Nine seasons as an NFL quarterback prepared Neil Lomax to handle the pressures and ignore the critics.
So when outsiders vocalize their whys on becoming Fort Vancouver’s football coach, a high school and football program Lomax said months ago he knew nothing about but realized it’s the place for him, his why is this: Fort needs Lomax, and Lomax needs Fort.
“They need me there,” Lomax said Wednesday after Vancouver Public Schools officially named the ex-Portland State standout its new head coach, “and I need that type of school to remind me why I coach football.”
Lomax is Fort’s eighth coaching change since 2001 and for a program that went 0-9 last fall and hasn’t won more than two games in a season since ’07.
It’s a challenge he’s eager to take, but far from his first.

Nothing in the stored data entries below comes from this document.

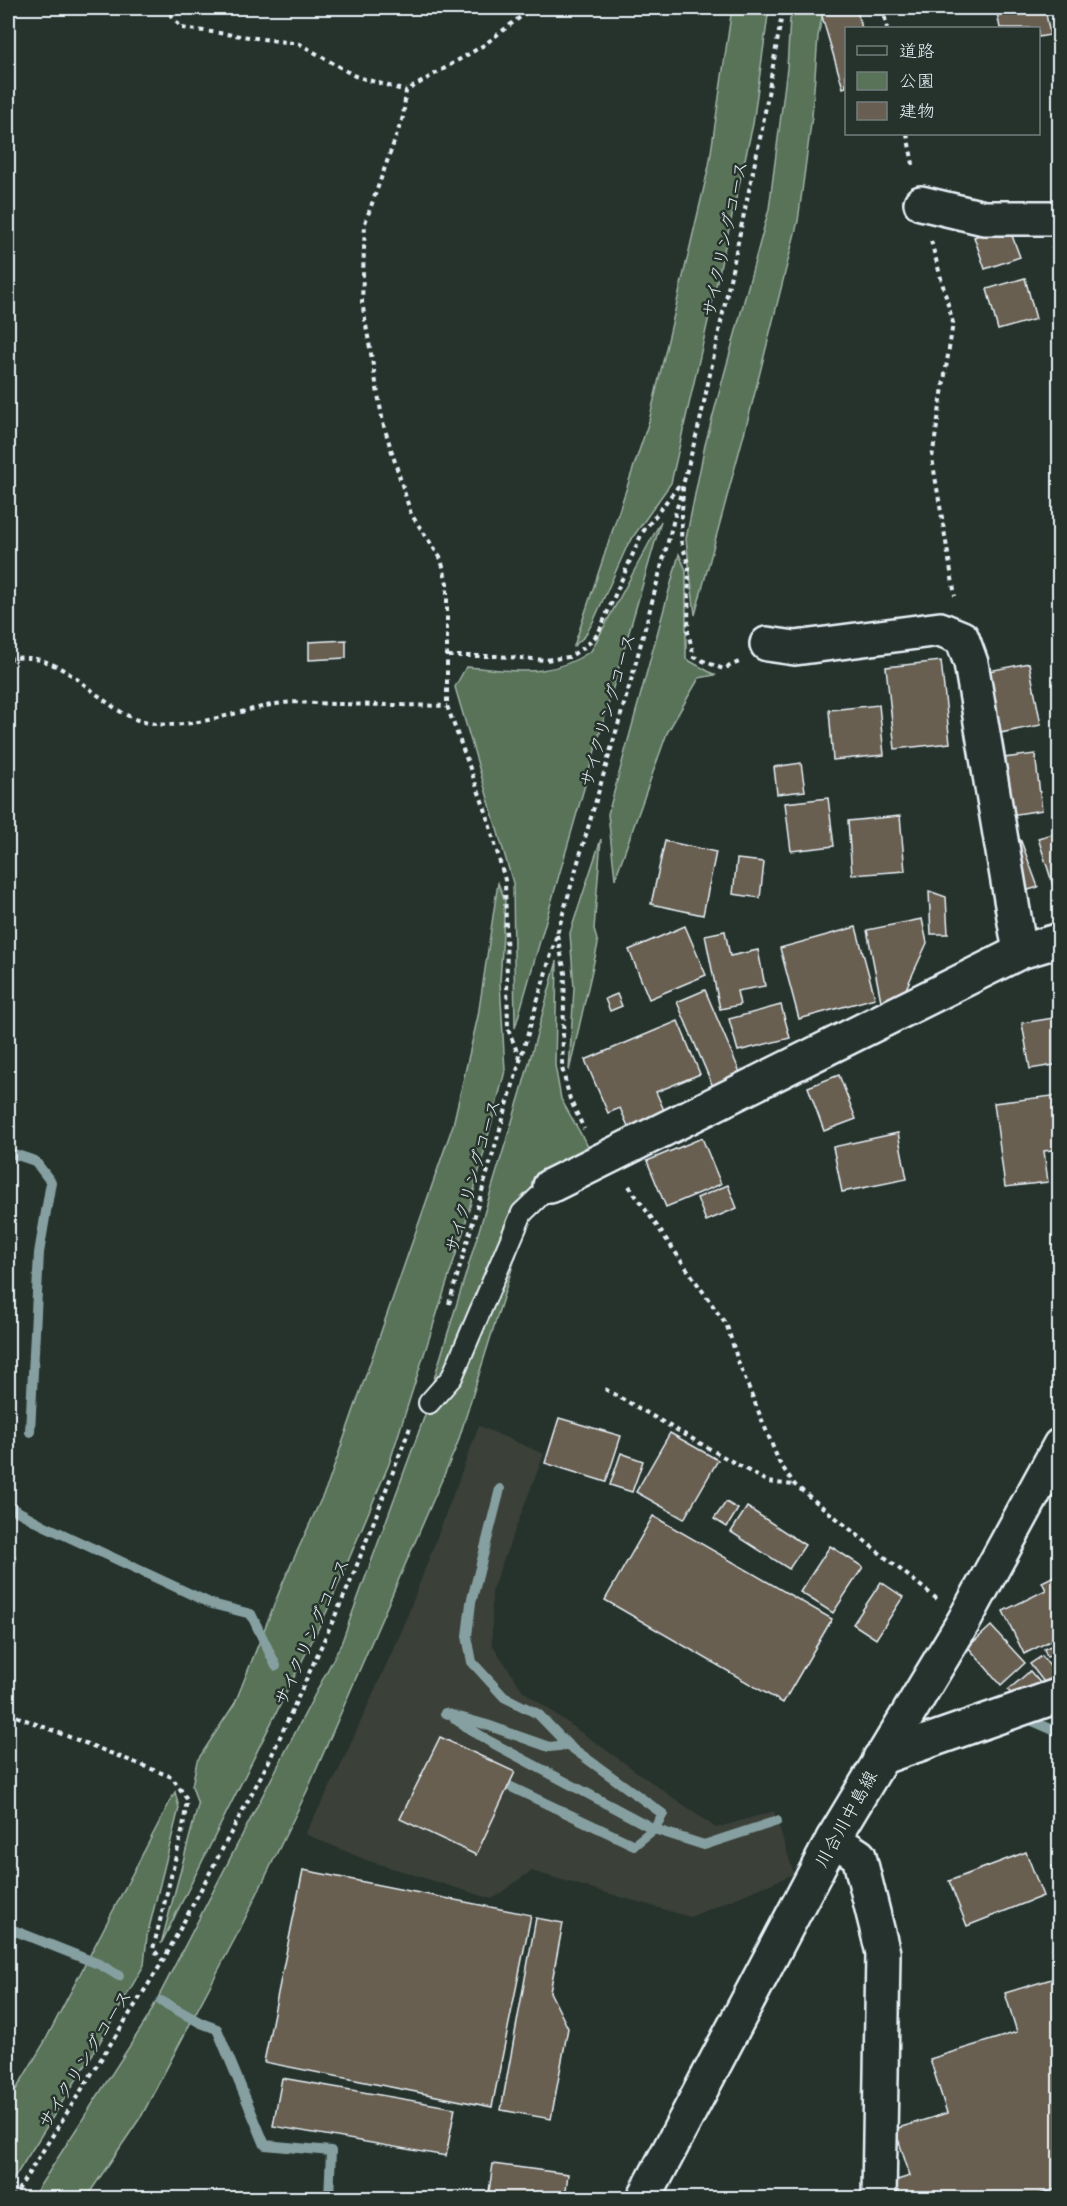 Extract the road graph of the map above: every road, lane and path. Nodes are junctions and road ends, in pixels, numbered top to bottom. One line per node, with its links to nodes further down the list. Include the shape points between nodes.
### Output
1 (164, 8): 6 (path, via 182,28 300,44 355,76)
2 (532, 8): 6 (path, via 484,45)
3 (783, 8): 10 (path, サイクリングコース, via 770,89 700,421)
4 (884, 8): 5 (path)
5 (887, 27)
6 (406, 91): 13 (path, via 404,117 365,222 362,302 383,423 411,514 441,560 447,583)
7 (908, 135): 8 (path)
8 (921, 203): 9 (street, via 984,218); 11 (path, via 953,323 932,459)
9 (1059, 218)
10 (683, 480): 12 (path, via 681,541 689,567 688,632 694,657 723,669 745,660); 13 (path, via 642,533 598,634 585,647 569,657 545,660); 16 (path, サイクリングコース, via 632,677)
11 (962, 638): 12 (street, via 940,630 795,648); 18 (street, via 971,663)
12 (767, 644)
13 (447, 656): 15 (path)
14 (8, 659): 15 (path, via 21,656 49,662 128,716 149,723 190,723 285,703)
15 (447, 706): 19 (path, via 485,809 505,880 508,1029)
16 (556, 934): 19 (path, サイクリングコース); 20 (path, via 565,973 562,1068 570,1100 584,1130)
17 (1059, 940): 18 (street)
18 (1020, 952): 20 (street)
19 (520, 1059): 22 (path, サイクリングコース)
20 (609, 1156): 21 (street); 26 (path, via 726,1326 779,1462)
21 (550, 1186): 24 (lane, via 522,1213 453,1377)
22 (446, 1315)
23 (605, 1389): 26 (path, via 768,1482)
24 (422, 1409): 32 (path, サイクリングコース, via 350,1583 270,1759)
25 (1059, 1445): 27 (street, 川合川中島線)
26 (795, 1485): 27 (path)
27 (964, 1621): 30 (street, 川合川中島線)
28 (1059, 1695): 30 (street)
29 (8, 1713): 32 (path, via 172,1777 188,1799 153,1949)
30 (880, 1758): 31 (street, 川合川中島線)
31 (834, 1839): 34 (street, 川合川中島線); 35 (street, via 859,1856 884,1953)
32 (163, 1961): 33 (path, サイクリングコース)
33 (13, 2199)
34 (644, 2199)
35 (879, 2199)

Seven years assisting Roosevelt High in North Portland under Christian Swain, now Columbia River’s head coach, changed how Lomax defines coaching and showed him another side of football, the 59-year-old Lake Oswego, Ore., resident said. Roosevelt’s losing streak reached as long as 34 games before the turnaround began that led to six straight playoff seasons.
But more importantly, the Roosevelt players’ impact on Lomax forever changed how he views coaching.
“I thought a coach taught kids to be better football players, “he said, “but they have to have everything else locked in.
“It’s redefined why I coach football.”
That’s why nowhere on Lomax’s top 10 list he’s made for the upcoming fall season does it list winning a state championship much less about Xs and Os.
No. 1 on the list? Academics, first and foremost.
No. 2? The coaching staff understands the importance of No. 1.
Lomax said he hasn’t finalized the coaching staff, but does have one assistant in place. It’s Bill Smith, who retired as head coach at Century of Hillsboro, Ore. in 2016 after 15 seasons. Smith previously was head coach at Madison (Portland).
That’s the person whom Lomax described as a “co-author of the next chapter at Fort.”
The next chapter that begins soon with Lomax’s philosophy.
“I guarantee these young student-athletes I will be there for them tomorrow,” he said, “and we will do it a better way.
“That’s my heart, and my heart is really if I can make a difference.”